The headache associated with temporal arteritis is usually not severe and more often is a dull aching, pressure sensation. The pain, however, may take on any character and, in this case, the pain was described as sharp. It is usually located on one side of the head, but can be more generalized. Since temporal arteritis is an inflammatory condition, systemic symptoms such as tiredness and fatigue are common. If the arteries to the chewing muscles are involved, pain may increase with eating and chewing (this is called “jaw claudication”). This latter symptom is felt to be quite diagnostic of temporal arteritis, but it rarely occurs. Muscle soreness, stiffness and aching are also common symptoms in temporal arteritis.
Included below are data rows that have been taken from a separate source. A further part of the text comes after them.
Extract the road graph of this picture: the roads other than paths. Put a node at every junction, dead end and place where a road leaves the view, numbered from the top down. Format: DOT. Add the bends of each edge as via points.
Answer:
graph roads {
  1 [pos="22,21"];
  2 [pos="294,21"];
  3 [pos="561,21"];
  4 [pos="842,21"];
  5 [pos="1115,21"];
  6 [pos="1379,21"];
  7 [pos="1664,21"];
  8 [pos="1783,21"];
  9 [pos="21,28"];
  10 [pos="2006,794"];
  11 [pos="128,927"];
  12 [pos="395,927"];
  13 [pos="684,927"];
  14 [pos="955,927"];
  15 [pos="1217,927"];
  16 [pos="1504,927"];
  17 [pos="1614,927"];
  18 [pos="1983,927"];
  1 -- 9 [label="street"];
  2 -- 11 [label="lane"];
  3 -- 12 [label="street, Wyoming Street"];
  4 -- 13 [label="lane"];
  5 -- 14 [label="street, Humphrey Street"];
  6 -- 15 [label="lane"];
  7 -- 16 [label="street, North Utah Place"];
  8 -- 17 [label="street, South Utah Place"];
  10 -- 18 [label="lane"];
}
Temporal arteritis is a condition that occurs in persons over 50 years of age and needs to be diagnosed and treated promptly. It is one of the few headache conditions that require urgent treatment. If not treated promptly, it may result in permanent visual defects or blindness in 20-30% of those afflicted. The visual problems are the result of the lack of adequate blood supply to the eye due to the thickening and narrowing of the involved arteries.
The best screening test is the sed rate blood test. With temporal arteritis, the sed rate is quite high, frequently over 100. George’s value (70) was probably lower due to his prior use of prednisone. There is also often mild anemia (low red blood cell count) present.
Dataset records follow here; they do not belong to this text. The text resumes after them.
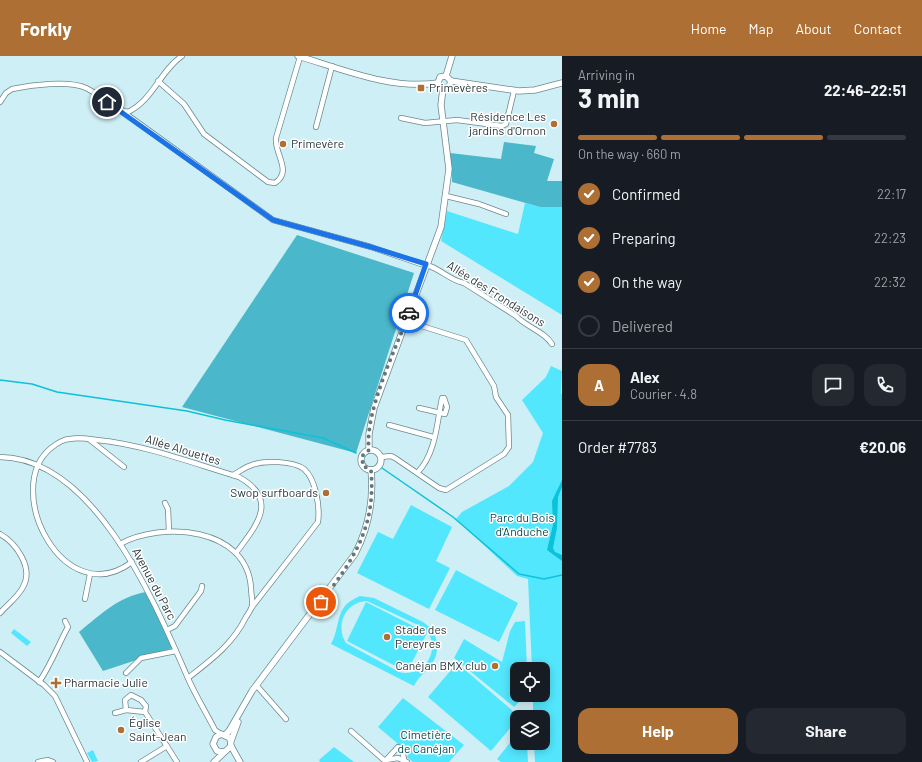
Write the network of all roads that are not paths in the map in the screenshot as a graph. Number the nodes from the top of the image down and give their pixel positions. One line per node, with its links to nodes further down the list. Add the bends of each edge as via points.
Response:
1 (182, 56): 6 (street, via 168,67)
2 (299, 56): 4 (street); 6 (street, via 276,138 283,167 275,183 268,182 204,134 184,104)
3 (452, 56): 5 (street)
4 (332, 66): 8 (street, via 400,83); 18 (street)
5 (446, 76): 7 (street); 8 (street, via 440,77)
6 (158, 81): 13 (street, via 143,103)
7 (451, 81): 10 (street, via 449,87); 11 (street)
8 (438, 83): 10 (street)
9 (562, 83): 11 (street, via 535,90)
10 (443, 88): 17 (street)
11 (514, 91): 17 (street, via 506,124 502,126 457,120)
12 (0, 102): 14 (street, Allée des Frondaisons, via 6,93 18,88 79,86)
13 (134, 109): 14 (street); 16 (street)
14 (122, 111): 16 (street, Allée des Frondaisons)
15 (401, 118): 17 (street, via 425,123)
16 (135, 121): 21 (street, Allée des Frondaisons, via 273,220)
17 (442, 121): 19 (street, via 449,169)
18 (316, 127)
19 (446, 196): 20 (street); 21 (street, via 441,227)
20 (506, 214)
21 (426, 264): 22 (street); 23 (street, Allée des Frondaisons, via 457,282 464,283 516,316 549,339)
22 (406, 321): 28 (street, via 374,408); 34 (street, via 466,340 494,386 496,397 509,418 509,447 506,452 450,490 439,488)
23 (552, 344)
24 (419, 408): 26 (street, via 438,412)
25 (389, 425): 26 (street)
26 (434, 437): 34 (street, via 430,456)
27 (88, 439): 31 (street, Allée Alouettes, via 69,439 55,445); 32 (street); 35 (street, Allée Alouettes, via 136,447)
28 (369, 450): 30 (street, via 377,452); 33 (street, via 361,459 365,469)
29 (0, 457): 31 (street, Avenue du Parc)
30 (381, 457): 33 (street, via 379,466); 34 (street, via 391,456)
31 (37, 464): 39 (street, Avenue du Parc, via 58,475 68,484 100,517); 42 (street, via 34,477 36,509 45,536 65,561)
32 (124, 466)
33 (371, 470): 54 (street, via 372,505 357,550 328,593)
34 (418, 472)
35 (233, 475): 40 (street, Allée Alouettes, via 249,482 257,491 262,513 257,525); 45 (street, via 260,462 282,462 299,467 306,472 320,512 318,522)
36 (165, 503): 37 (street, via 168,509)
37 (169, 531): 39 (street); 40 (street, via 203,535)
38 (0, 534): 46 (street, via 18,551 26,576 22,589)
39 (120, 544): 41 (street, Avenue du Parc)
40 (236, 553): 45 (street, via 248,570)
41 (132, 562): 42 (street, via 114,572); 48 (street, Avenue du Parc)
42 (90, 574): 44 (street)
43 (202, 586): 48 (street, via 175,626)
44 (85, 599)
45 (252, 607): 52 (street, via 242,626 225,648)
46 (0, 613)
47 (65, 621): 53 (street, via 68,627 61,637 50,667)
48 (167, 630): 49 (street, Avenue du Parc)
49 (176, 651): 51 (street, via 141,658); 52 (street, Avenue du Parc)
50 (0, 652): 53 (street)
51 (126, 673)
52 (188, 678): 60 (street, Avenue du Parc)
53 (39, 682): 73 (street, via 51,691 59,702)
54 (257, 686): 56 (street); 59 (street)
55 (126, 710): 57 (street); 57 (street, via 125,700 131,695 146,706); 58 (street)
56 (242, 710): 62 (street); 64 (street)
57 (145, 712): 65 (street)
58 (115, 713)
59 (286, 720)
60 (215, 730): 62 (street, Avenue du Parc); 63 (street)
61 (350, 731): 70 (street)
62 (223, 735): 63 (street); 64 (street)
63 (214, 739): 66 (street)
64 (231, 743): 67 (street); 69 (street)
65 (167, 746): 74 (street); 75 (street)
66 (215, 749): 67 (street); 76 (street)
67 (224, 752): 69 (street); 77 (street)
68 (406, 760): 70 (street, via 398,758); 70 (street, via 398,747)
69 (239, 761)
70 (385, 761)
71 (38, 762): 72 (street)
72 (53, 762)
73 (87, 762)
74 (141, 762)
75 (177, 762)
76 (210, 762)
77 (214, 762)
If temporal arteritis is suspected, prednisone should be started immediately at a dose of at least 60 mg. a day, because of the high rate of visual loss that may occur without treatment. Arrangements for a biopsy of the temporal artery, which will confirm the diagnosis, should be made as soon as possible after treatment is begun. A few days on prednisone will not alter the inflammation in the artery enough to obscure the pathological changes that are typical of this condition.
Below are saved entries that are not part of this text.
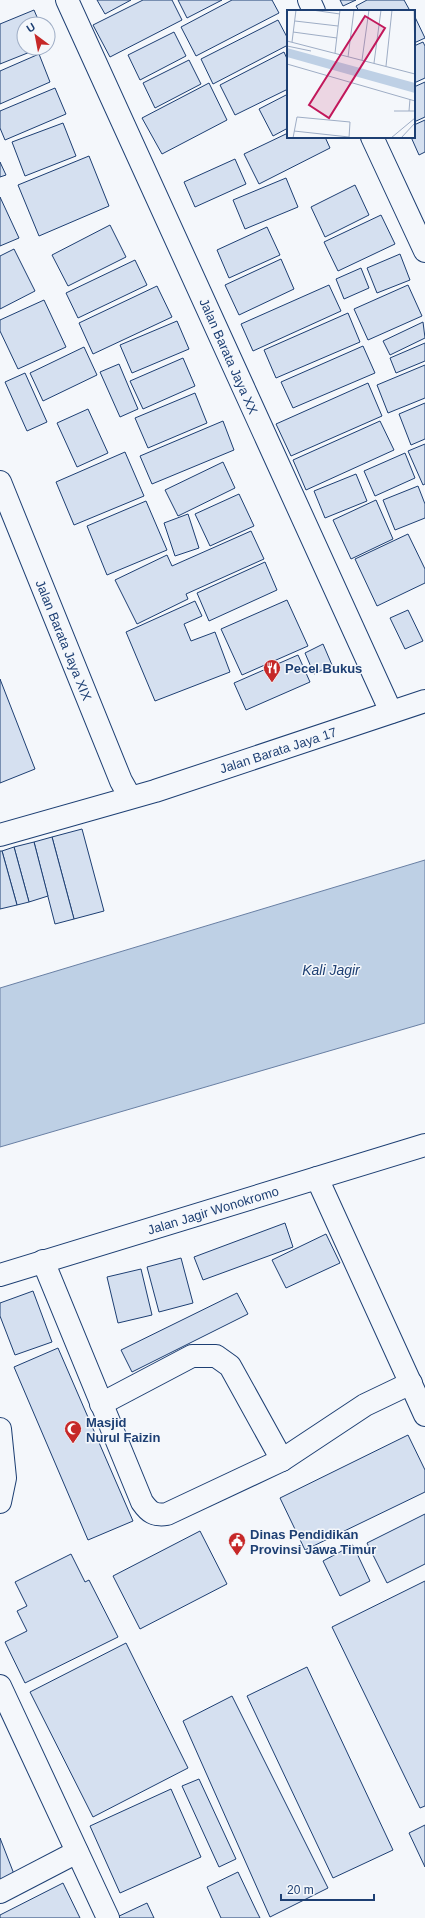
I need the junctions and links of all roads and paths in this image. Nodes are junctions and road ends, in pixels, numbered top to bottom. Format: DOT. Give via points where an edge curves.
graph roads {
  1 [pos="67,0"];
  2 [pos="309,0"];
  3 [pos="314,10"];
  4 [pos="372,138"];
  5 [pos="425,251"];
  6 [pos="0,482"];
  7 [pos="425,701"];
  8 [pos="391,712"];
  9 [pos="130,797"];
  10 [pos="0,835"];
  11 [pos="425,1145"];
  12 [pos="317,1178"];
  13 [pos="43,1262"];
  14 [pos="0,1275"];
  15 [pos="411,1383"];
  16 [pos="101,1404"];
  17 [pos="425,1415"];
  18 [pos="0,1429"];
  19 [pos="282,1460"];
  20 [pos="3,1476"];
  21 [pos="0,1502"];
  22 [pos="0,1686"];
  23 [pos="77,1852"];
  24 [pos="0,1892"];
  25 [pos="108,1918"];
  1 -- 8 [label="street, Jalan Barata Jaya XX"];
  2 -- 3 [label="street"];
  4 -- 5 [label="street"];
  6 -- 9 [label="street, Jalan Barata Jaya XIX" via="118,774"];
  7 -- 8 [label="street, Jalan Barata Jaya 17"];
  8 -- 9 [label="street, Jalan Barata Jaya 17" via="156,791"];
  9 -- 10 [label="street, Jalan Barata Jaya 17"];
  11 -- 12 [label="street, Jalan Jagir Wonokromo"];
  12 -- 13 [label="street, Jalan Jagir Wonokromo"];
  12 -- 15 [label="street"];
  13 -- 14 [label="street, Jalan Jagir Wonokromo"];
  13 -- 16 [label="street"];
  15 -- 17 [label="street"];
  15 -- 19 [label="street" via="365,1405"];
  16 -- 19 [label="street" via="192,1356 216,1356 230,1366"];
  16 -- 19 [label="street" via="142,1502 152,1513 167,1514"];
  18 -- 20 [label="street"];
  20 -- 21 [label="street"];
  22 -- 23 [label="street"];
  23 -- 24 [label="street"];
  23 -- 25 [label="street"];
}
To cure the condition and prevent a relapse, prednisone needs to be taken for many months and often for more than a year. Studies have been done with other types of anti-inflammatory drugs, but none of these have been shown to be as effective, so currently prednisone is considered the drug of choice.
Some of the problems associated with the use of prednisone include ulcer disease, high blood pressure, elevated blood sugars, thinning of the skin with easy bruising, poor tissue healing, weight gain and loss of bone density. Since the prednisone may need to be taken for a year or more, managing these complications can be challenging. Ulcer preventive therapy and the use of extra calcium and vitamin D supplements should be used in most persons.
George was put on this protocol and took the prednisone for 17 months. He was followed closely with monthly lab tests, and the prednisone dose was slowly tapered off. While on the prednisone, his blood sugar was mildly elevated at times, he gained 20 pounds and he developed mild acne. The prednisone was stopped completely in August of 2009 and by November of that year he had lost the 20 pounds, and his skin was once again clear. He was headache-free as soon as the prednisone was started and continues to be so without it.
Because George didn’t recall any head or neck discomfort until after he fell, it was initially presumed that he had injured his occipital nerve. In truth, if he had not fallen, the headache would have occurred anyway. As with George, any person over the age of 50 who develops the new onset of a headache should be screened for temporal arteritis. Prompt diagnosis and treatment is essential to prevent permanent visual loss.